• _Work instructions_: Reproduce verbatim all of the data given below, but do not carry over the images.

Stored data
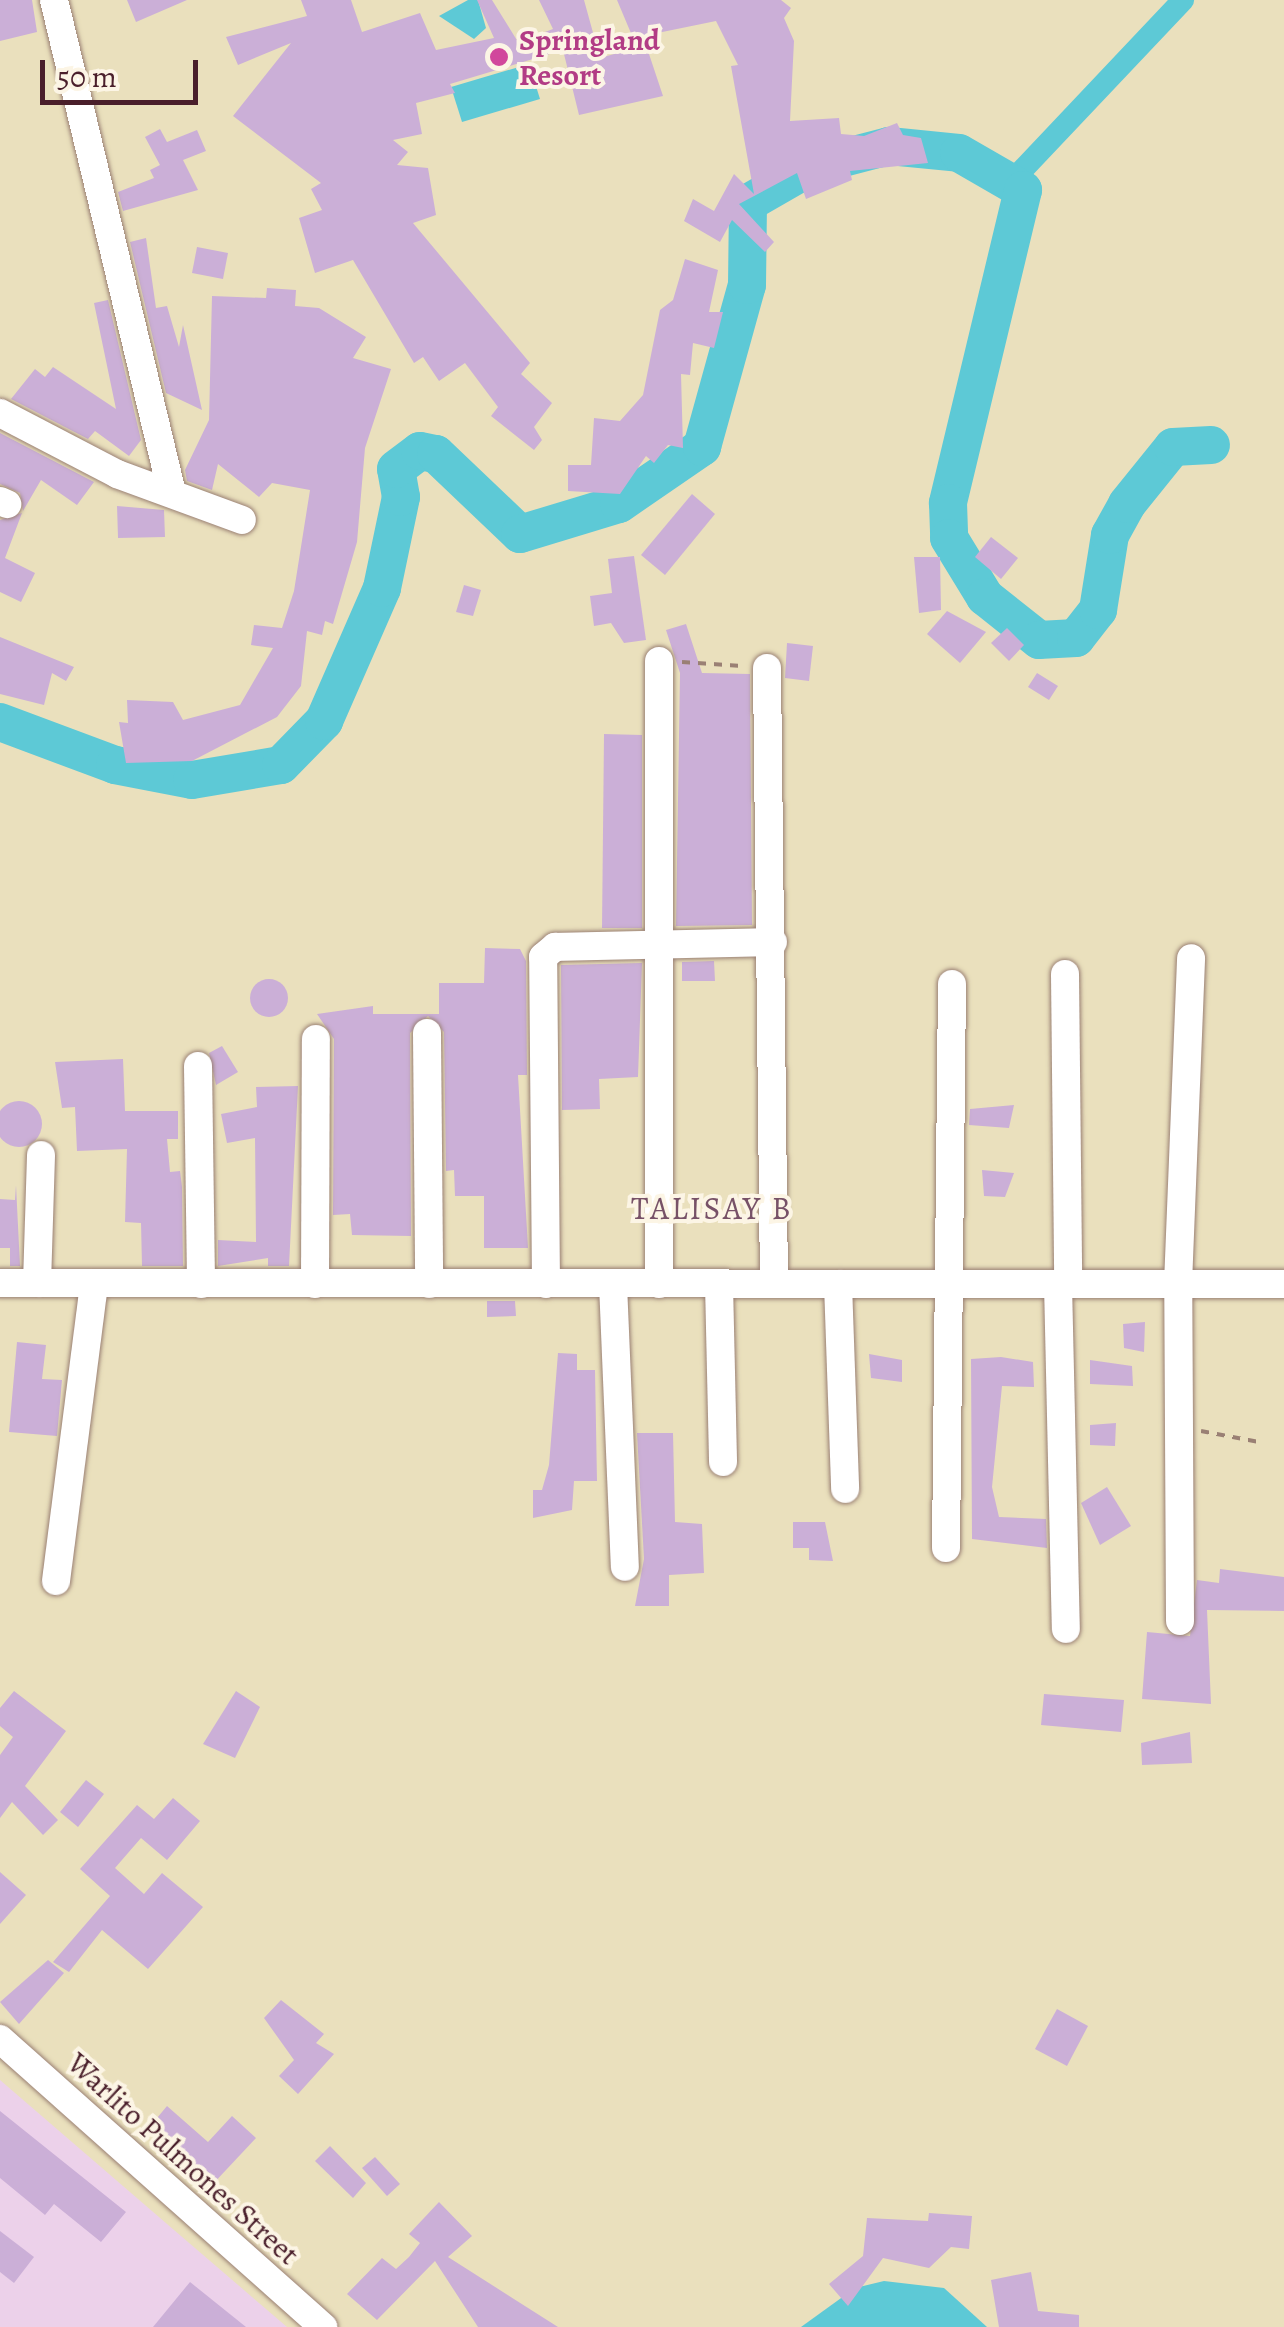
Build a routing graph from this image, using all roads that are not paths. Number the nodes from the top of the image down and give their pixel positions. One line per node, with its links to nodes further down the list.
1 (54, 0): 3 (street)
2 (0, 413): 3 (street)
3 (172, 493): 4 (street)
4 (242, 520)
5 (659, 661): 7 (street)
6 (767, 668): 8 (street)
7 (660, 942): 8 (street); 22 (street); 24 (street)
8 (773, 942): 26 (street)
9 (1191, 958): 30 (street)
10 (1066, 974): 29 (street)
11 (952, 984): 28 (street)
12 (427, 1033): 21 (street)
13 (316, 1040): 20 (street)
14 (198, 1066): 19 (street)
15 (41, 1155): 17 (street)
16 (0, 1283): 17 (street)
17 (37, 1283): 18 (street)
18 (94, 1284): 19 (street); 36 (street)
19 (201, 1284): 20 (street)
20 (315, 1284): 21 (street)
21 (429, 1284): 22 (street)
22 (546, 1284): 23 (street)
23 (613, 1284): 24 (street); 35 (street)
24 (660, 1284): 25 (street)
25 (719, 1284): 26 (street); 32 (street)
26 (774, 1284): 27 (street)
27 (838, 1284): 28 (street); 33 (street)
28 (952, 1284): 29 (street); 34 (street)
29 (1063, 1284): 30 (street); 38 (street)
30 (1178, 1284): 31 (street); 37 (street)
31 (1284, 1284)
32 (723, 1462)
33 (844, 1489)
34 (946, 1548)
35 (626, 1567)
36 (56, 1581)
37 (1180, 1621)
38 (1066, 1629)
39 (0, 2039): 40 (street, Warlito Pulmones Street)
40 (323, 2327)

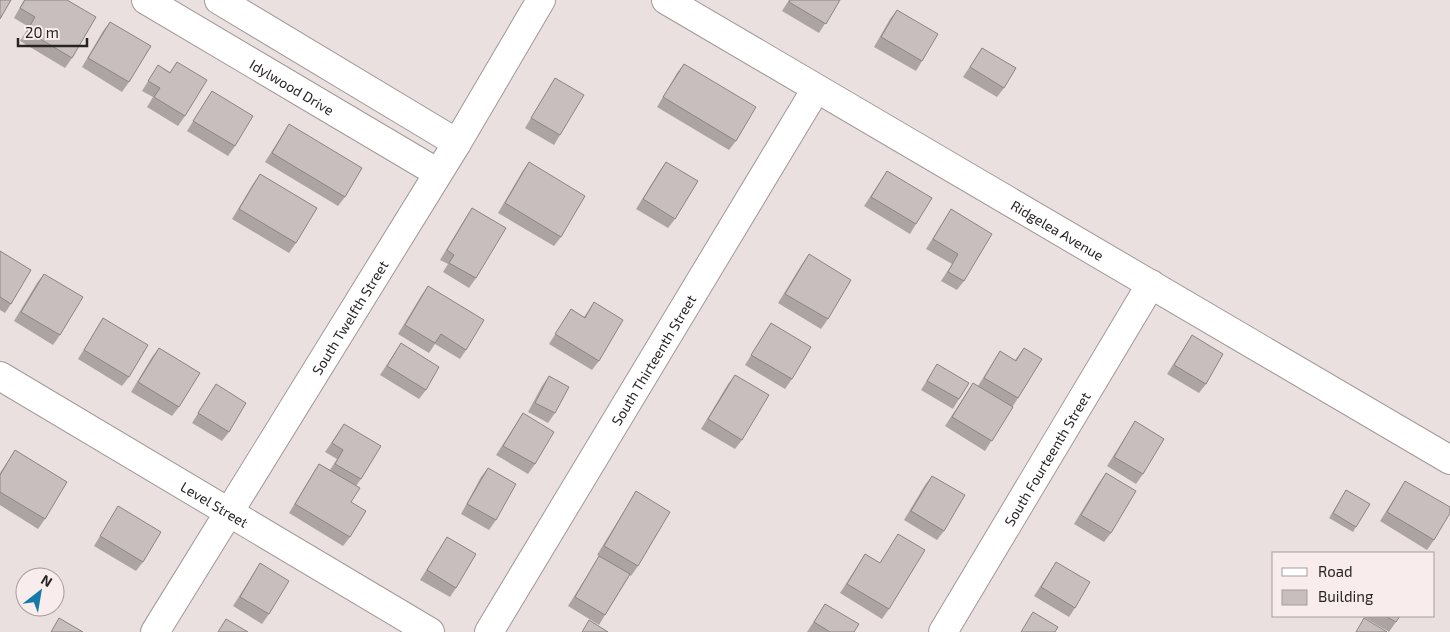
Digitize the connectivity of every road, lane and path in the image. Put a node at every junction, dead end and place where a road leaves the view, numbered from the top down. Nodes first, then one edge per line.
1 (146, 0) edge
2 (219, 0) edge
3 (541, 0) edge
4 (666, 0) edge
5 (816, 89) junction
6 (457, 143) junction
7 (438, 174) junction
8 (1151, 284) junction
9 (0, 376) edge
10 (1450, 460) edge
11 (228, 512) junction
12 (155, 632) edge
13 (430, 632) edge
14 (489, 632) edge
15 (942, 632) edge

1 - 7 street, Idylwood Drive
2 - 6 street
3 - 6 street, South Twelfth Street
4 - 5 street, Ridgelea Avenue
5 - 8 street, Ridgelea Avenue
5 - 14 street, South Thirteenth Street
6 - 7 street, South Twelfth Street
7 - 11 street, South Twelfth Street
8 - 10 street, Ridgelea Avenue
8 - 15 street, South Fourteenth Street
9 - 11 street, Level Street
11 - 12 street, South Twelfth Street
11 - 13 street, Level Street

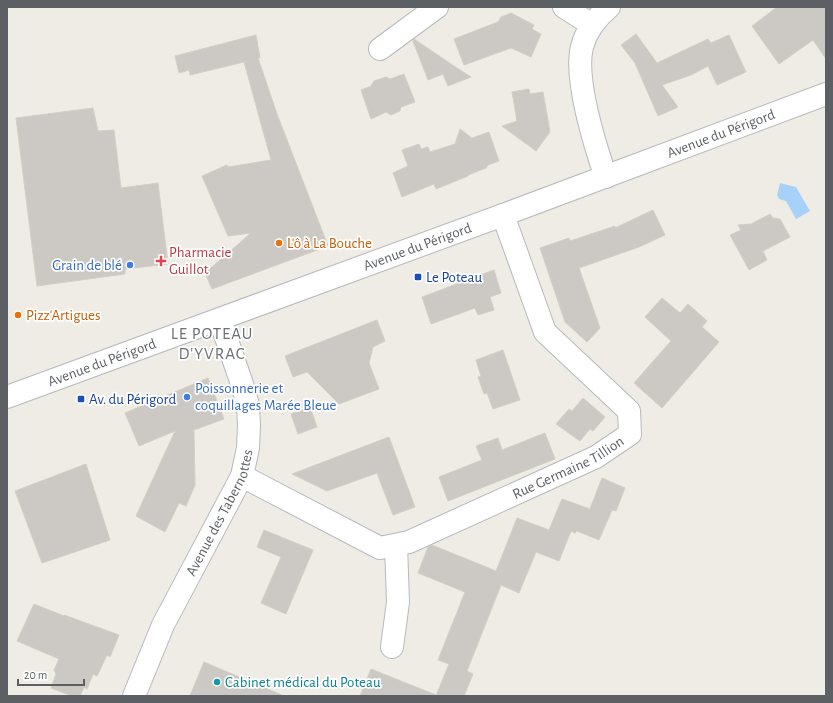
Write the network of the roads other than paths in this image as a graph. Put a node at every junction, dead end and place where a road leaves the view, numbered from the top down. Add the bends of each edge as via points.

• _Response_:
Build a routing graph from this image, using all roads that are not paths. Number the nodes from the top of the image down and give their pixel positions. One line per node, with its links to nodes further down the list.
1 (54, 0): 3 (street)
2 (0, 413): 3 (street)
3 (172, 493): 4 (street)
4 (242, 520)
5 (659, 661): 7 (street)
6 (767, 668): 8 (street)
7 (660, 942): 8 (street); 22 (street); 24 (street)
8 (773, 942): 26 (street)
9 (1191, 958): 30 (street)
10 (1066, 974): 29 (street)
11 (952, 984): 28 (street)
12 (427, 1033): 21 (street)
13 (316, 1040): 20 (street)
14 (198, 1066): 19 (street)
15 (41, 1155): 17 (street)
16 (0, 1283): 17 (street)
17 (37, 1283): 18 (street)
18 (94, 1284): 19 (street); 36 (street)
19 (201, 1284): 20 (street)
20 (315, 1284): 21 (street)
21 (429, 1284): 22 (street)
22 (546, 1284): 23 (street)
23 (613, 1284): 24 (street); 35 (street)
24 (660, 1284): 25 (street)
25 (719, 1284): 26 (street); 32 (street)
26 (774, 1284): 27 (street)
27 (838, 1284): 28 (street); 33 (street)
28 (952, 1284): 29 (street); 34 (street)
29 (1063, 1284): 30 (street); 38 (street)
30 (1178, 1284): 31 (street); 37 (street)
31 (1284, 1284)
32 (723, 1462)
33 (844, 1489)
34 (946, 1548)
35 (626, 1567)
36 (56, 1581)
37 (1180, 1621)
38 (1066, 1629)
39 (0, 2039): 40 (street, Warlito Pulmones Street)
40 (323, 2327)

Digitize the connectivity of every road, lane and path in the image. Put a node at every junction, dead end and place where a road leaves the view, numbered from the top down. Nodes first, then one edge per line.
1 (146, 0) edge
2 (219, 0) edge
3 (541, 0) edge
4 (666, 0) edge
5 (816, 89) junction
6 (457, 143) junction
7 (438, 174) junction
8 (1151, 284) junction
9 (0, 376) edge
10 (1450, 460) edge
11 (228, 512) junction
12 (155, 632) edge
13 (430, 632) edge
14 (489, 632) edge
15 (942, 632) edge

1 - 7 street, Idylwood Drive
2 - 6 street
3 - 6 street, South Twelfth Street
4 - 5 street, Ridgelea Avenue
5 - 8 street, Ridgelea Avenue
5 - 14 street, South Thirteenth Street
6 - 7 street, South Twelfth Street
7 - 11 street, South Twelfth Street
8 - 10 street, Ridgelea Avenue
8 - 15 street, South Fourteenth Street
9 - 11 street, Level Street
11 - 12 street, South Twelfth Street
11 - 13 street, Level Street

Write the network of the roads other than paths in this image as a graph. Put a node at every junction, dead end and place where a road leaves the view, numbered from the top down. Add the bends of each edge as via points.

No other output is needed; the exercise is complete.